ISU engineering student co-produces Jan. 20 musical in grassroots effort

Moonrock rehearsal

Cast members rehearse for the Jan. 20 production of
"Moonrock: The Musical," written and arranged by
Sascha Antropov, senior in mechanical engineering,
and Lyndsay Nissen, an ISU MFA alumna. Photo
provided by Sascha Antropov. Larger image

AMES, Iowa — This week will be uniquely chaotic for Sascha Antropov. The mechanical engineering major isn’t only heading into his spring classes at Iowa State University; he’s gearing up for the debut of his original musical.

Antropov has been hard at work the past several months writing and arranging music for “Moonrock: The Musical” alongside Lyndsay Nissen, who received her master of fine arts in integrated visual arts from Iowa State in 2015.

Antropov is a nontraditional student in more ways than one. He’s 33 years old, married, and this is his third time attending Iowa State. He works when he’s not in class and he’s a guitarist and keyboardist in two local progressive rock bands, Moonrabbit and The Observer.

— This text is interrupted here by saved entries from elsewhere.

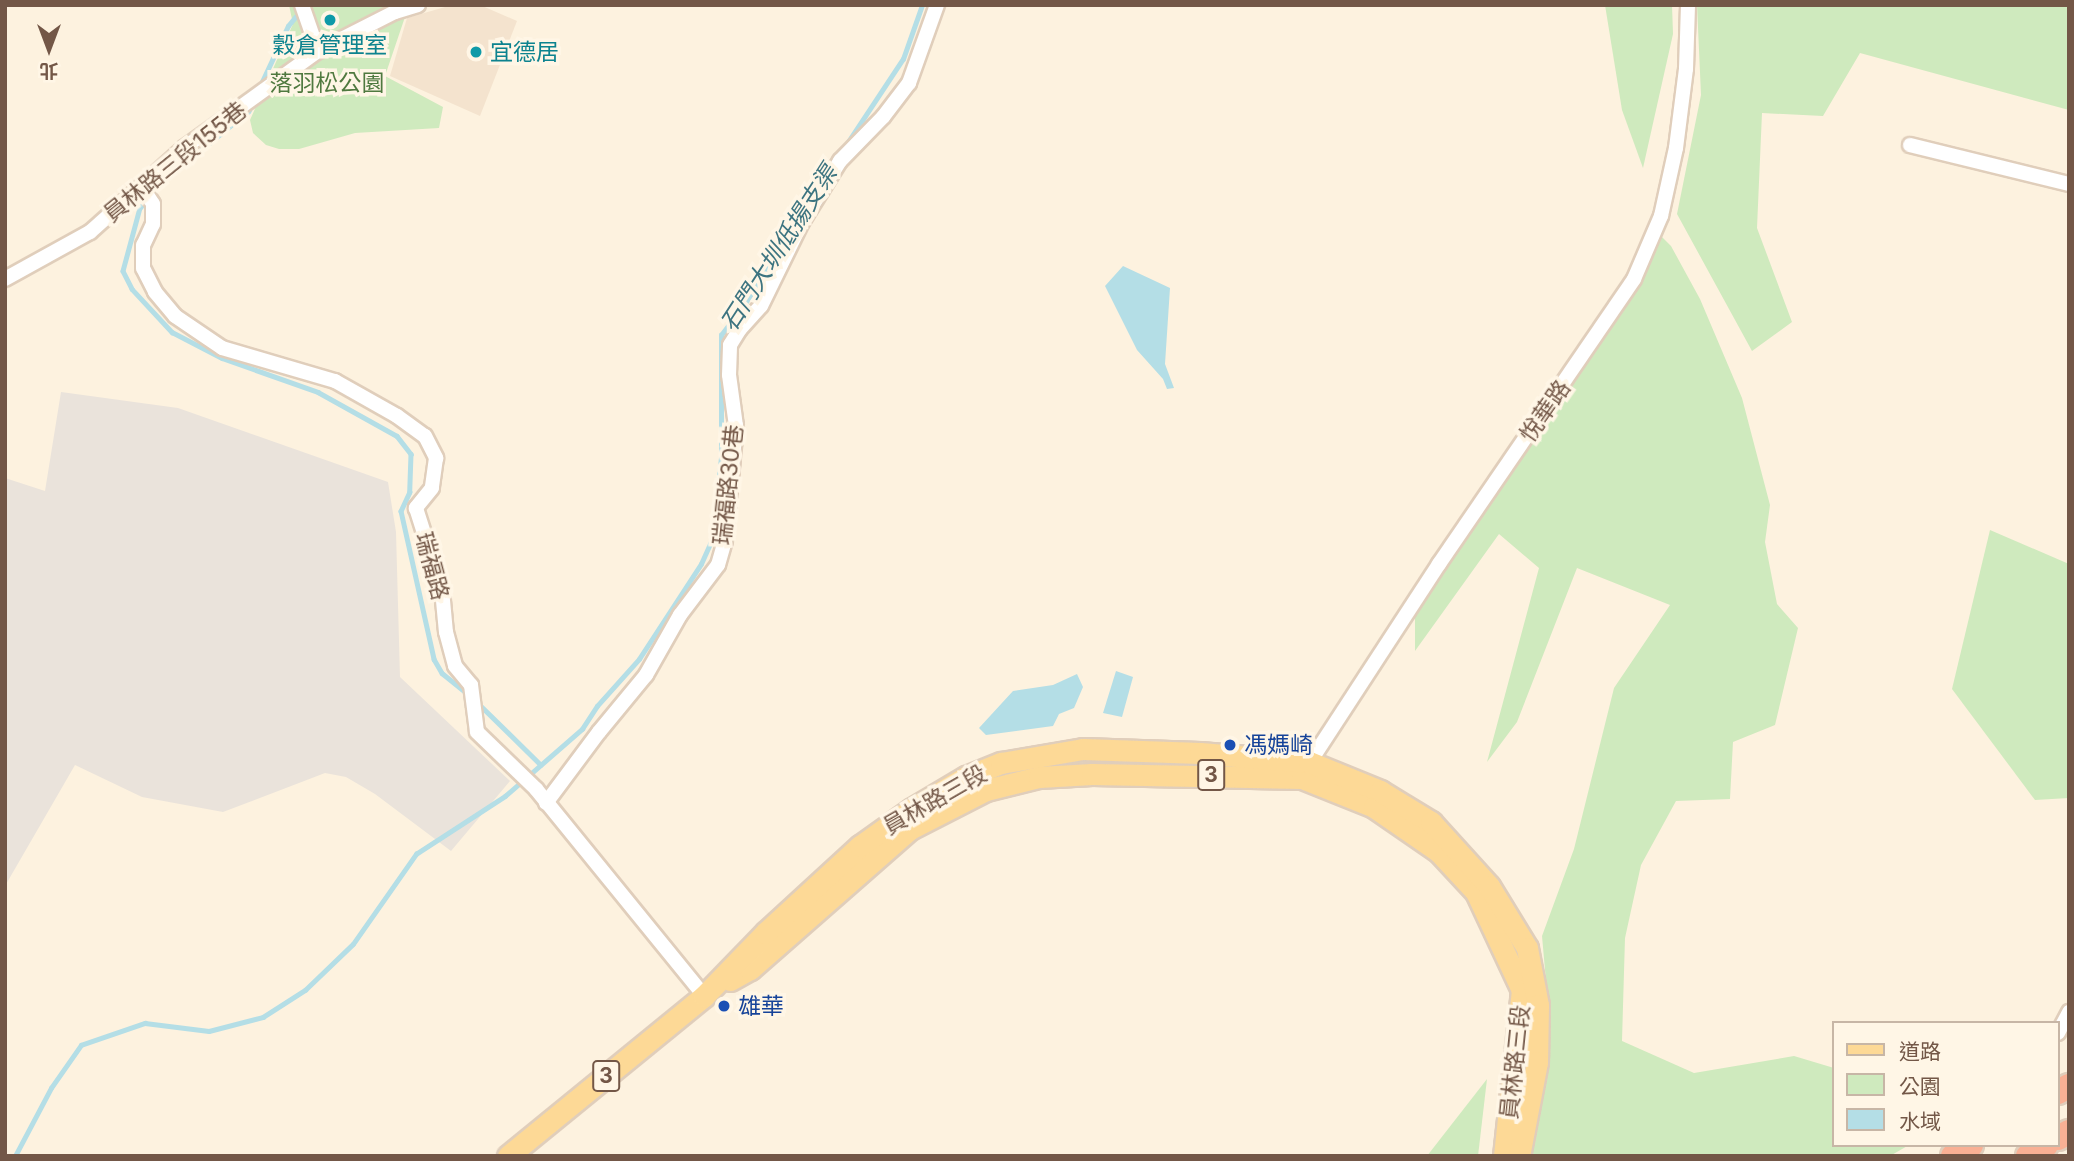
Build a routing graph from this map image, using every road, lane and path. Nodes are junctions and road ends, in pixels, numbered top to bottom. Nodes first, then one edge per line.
1 (418, 5) edge
2 (937, 5) edge
3 (1688, 5) edge
4 (304, 10) edge
5 (318, 51) junction
6 (1910, 145) dead end
7 (2069, 184) edge
8 (147, 194) junction
9 (5, 279) edge
10 (1305, 770) junction
11 (546, 803) junction
12 (704, 996) junction
13 (2069, 1012) edge
14 (2060, 1029) edge
15 (509, 1156) edge
16 (1504, 1156) edge
17 (1519, 1156) edge

1 - 5 street, 員林路三段155巷
2 - 11 street, 瑞福路30巷
3 - 10 street, 悅華路
4 - 5 street
5 - 8 street, 員林路三段155巷
6 - 7 street
8 - 9 street, 員林路三段155巷
8 - 11 street, 瑞福路
10 - 12 main road, 員林路三段 / 3
10 - 16 main road, 員林路三段 / 3
10 - 17 main road, 員林路三段 / 3
11 - 12 street, 瑞福路
12 - 15 main road, 員林路三段 / 3
13 - 14 street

While he’s spent most of his life in Ames, his story began thousands of miles away: he was born in the former Soviet Union. When Antropov was 6 years old, his father took a job at the U.S. Department of Energy’s Ames Laboratory. The family headed to the United States shortly before the dissolution of the Soviet Union. In Ames, they discovered a community of Russian families who had left the Soviet Union at about the same time and who had children the same age. The families forged a strong bond, doing everything together.

One was a piano teacher, so Antropov immediately began lessons. He was classically trained through high school, but after graduating started learning guitar. He returned to the piano a few years later after picking up some sheet music for popular songs, and saw the possibilities. He jammed around Ames and eventually joined bands, where he gained songwriting experience.

Antropov first studied liberal arts at Iowa State, then design. He took several years off to work, but became interested in school again and joined a friend in enrolling at Des Moines Area Community College.

“I started to value education more,” he said. “Then I came back to ISU as a transfer student.”

This semester marks one year since Antropov transferred, and his grades are matching his renewed ambition. He chose engineering this time around, he says, because his mind is “wired” to tackle math, science and problem-solving.

“I used to have the mindset that past generations had to go to school to learn something, whereas nowadays it’s easy to teach yourself whatever you want to know — so why would you go to college?” Antropov said. “I’ve learned that education is important in the sense of proving that you’re a reliable person, that you have the skills to survive in a job. My mindset changed again when I went into engineering, because it’s difficult. They’re throwing problems at you not always to solve them, but to develop your problem-solving skills.”

Because he’s older than most of his peers, Antropov has become somewhat of a mentor. He has the full-time work experience some students don’t, and the resulting work ethic that’s proven valuable in the classroom.

Outside the classroom, imagining a musical

The idea for a musical began when Nissen and a friend attended an event at the Ames City Auditorium. She wanted to create something local and original to fill the space. One night last summer, Nissen ran into Antropov and proposed creating a musical. They brainstormed for a while and parted ways. Two weeks later, they met again and Nissen had a slew of ideas; Antropov had none, as he thought the conversation was a joke. 

Moonrock musical poster

Over the next few months, they wrote a two-act musical with 22 original songs. They’re quick to point out that it wasn’t a two-person creation; thanks to their connections both at Iowa State and in the community, the pair recruited advice and help from actors, choreographers, musicians, artists, carpenters, writers and more to make “Moonrock” a reality. 

“It’s unique in that it’s totally a community collaboration,” Antropov said. “It’s more than three dozen people, each bringing their own stories to the process.”

In the musical, a group of people wake up from a collective dream and are inspired to travel to the moon. Guided by Captain Rocket, the crew journeys through space, unaware of the evil that lurks among them.

“Moonrock: The Musical” will be performed at 5 p.m. Sunday, Jan. 20, at Ames City Auditorium. The date of the performance is significant to the story; it marks the next supermoon total lunar eclipse, with totality (when the earth’s shadow covers the moon) occurring around 11:12 p.m. Jan. 20.

Profits from the musical will go back to Reliable Street, an art and community collective in Ames, and future programs. Nissen, who co-founded Reliable Street, says the musical is an extension of the collective’s mission: bringing people together through art.